→ **What needs to be done**:
From the first line to the last, output the entries exactly.

(Dataset items)

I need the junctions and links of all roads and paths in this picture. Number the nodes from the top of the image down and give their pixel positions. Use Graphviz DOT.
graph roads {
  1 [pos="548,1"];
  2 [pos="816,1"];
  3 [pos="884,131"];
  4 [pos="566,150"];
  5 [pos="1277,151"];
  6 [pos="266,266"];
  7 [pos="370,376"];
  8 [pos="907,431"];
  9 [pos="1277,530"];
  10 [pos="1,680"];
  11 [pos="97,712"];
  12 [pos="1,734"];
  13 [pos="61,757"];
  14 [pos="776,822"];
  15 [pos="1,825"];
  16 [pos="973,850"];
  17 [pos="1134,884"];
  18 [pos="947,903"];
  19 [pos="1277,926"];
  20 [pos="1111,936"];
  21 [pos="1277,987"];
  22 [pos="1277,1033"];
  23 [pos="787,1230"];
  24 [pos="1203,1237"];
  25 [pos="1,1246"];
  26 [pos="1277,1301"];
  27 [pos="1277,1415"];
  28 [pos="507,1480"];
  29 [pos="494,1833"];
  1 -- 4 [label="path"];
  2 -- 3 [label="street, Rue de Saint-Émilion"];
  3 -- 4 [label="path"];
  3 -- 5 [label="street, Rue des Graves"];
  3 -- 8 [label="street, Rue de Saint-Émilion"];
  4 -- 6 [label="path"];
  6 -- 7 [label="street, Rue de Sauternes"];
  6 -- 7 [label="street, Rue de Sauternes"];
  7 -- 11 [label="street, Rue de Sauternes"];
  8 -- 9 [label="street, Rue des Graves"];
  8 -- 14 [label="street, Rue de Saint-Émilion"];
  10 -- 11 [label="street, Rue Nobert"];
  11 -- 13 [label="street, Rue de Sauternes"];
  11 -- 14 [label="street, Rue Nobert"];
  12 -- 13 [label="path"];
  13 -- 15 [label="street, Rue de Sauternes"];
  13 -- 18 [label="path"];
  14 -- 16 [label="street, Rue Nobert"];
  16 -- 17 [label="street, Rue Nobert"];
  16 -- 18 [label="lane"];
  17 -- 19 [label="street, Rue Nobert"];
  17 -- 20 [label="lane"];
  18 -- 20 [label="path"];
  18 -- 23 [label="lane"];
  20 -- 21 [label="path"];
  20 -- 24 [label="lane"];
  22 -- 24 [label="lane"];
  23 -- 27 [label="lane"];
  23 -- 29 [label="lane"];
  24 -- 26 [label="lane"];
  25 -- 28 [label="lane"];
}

→ **Output for this exercise**:
I need the junctions and links of all roads and paths in this picture. Number the nodes from the top of the image down and give their pixel positions. Use Graphviz DOT.
graph roads {
  1 [pos="548,1"];
  2 [pos="816,1"];
  3 [pos="884,131"];
  4 [pos="566,150"];
  5 [pos="1277,151"];
  6 [pos="266,266"];
  7 [pos="370,376"];
  8 [pos="907,431"];
  9 [pos="1277,530"];
  10 [pos="1,680"];
  11 [pos="97,712"];
  12 [pos="1,734"];
  13 [pos="61,757"];
  14 [pos="776,822"];
  15 [pos="1,825"];
  16 [pos="973,850"];
  17 [pos="1134,884"];
  18 [pos="947,903"];
  19 [pos="1277,926"];
  20 [pos="1111,936"];
  21 [pos="1277,987"];
  22 [pos="1277,1033"];
  23 [pos="787,1230"];
  24 [pos="1203,1237"];
  25 [pos="1,1246"];
  26 [pos="1277,1301"];
  27 [pos="1277,1415"];
  28 [pos="507,1480"];
  29 [pos="494,1833"];
  1 -- 4 [label="path"];
  2 -- 3 [label="street, Rue de Saint-Émilion"];
  3 -- 4 [label="path"];
  3 -- 5 [label="street, Rue des Graves"];
  3 -- 8 [label="street, Rue de Saint-Émilion"];
  4 -- 6 [label="path"];
  6 -- 7 [label="street, Rue de Sauternes"];
  6 -- 7 [label="street, Rue de Sauternes"];
  7 -- 11 [label="street, Rue de Sauternes"];
  8 -- 9 [label="street, Rue des Graves"];
  8 -- 14 [label="street, Rue de Saint-Émilion"];
  10 -- 11 [label="street, Rue Nobert"];
  11 -- 13 [label="street, Rue de Sauternes"];
  11 -- 14 [label="street, Rue Nobert"];
  12 -- 13 [label="path"];
  13 -- 15 [label="street, Rue de Sauternes"];
  13 -- 18 [label="path"];
  14 -- 16 [label="street, Rue Nobert"];
  16 -- 17 [label="street, Rue Nobert"];
  16 -- 18 [label="lane"];
  17 -- 19 [label="street, Rue Nobert"];
  17 -- 20 [label="lane"];
  18 -- 20 [label="path"];
  18 -- 23 [label="lane"];
  20 -- 21 [label="path"];
  20 -- 24 [label="lane"];
  22 -- 24 [label="lane"];
  23 -- 27 [label="lane"];
  23 -- 29 [label="lane"];
  24 -- 26 [label="lane"];
  25 -- 28 [label="lane"];
}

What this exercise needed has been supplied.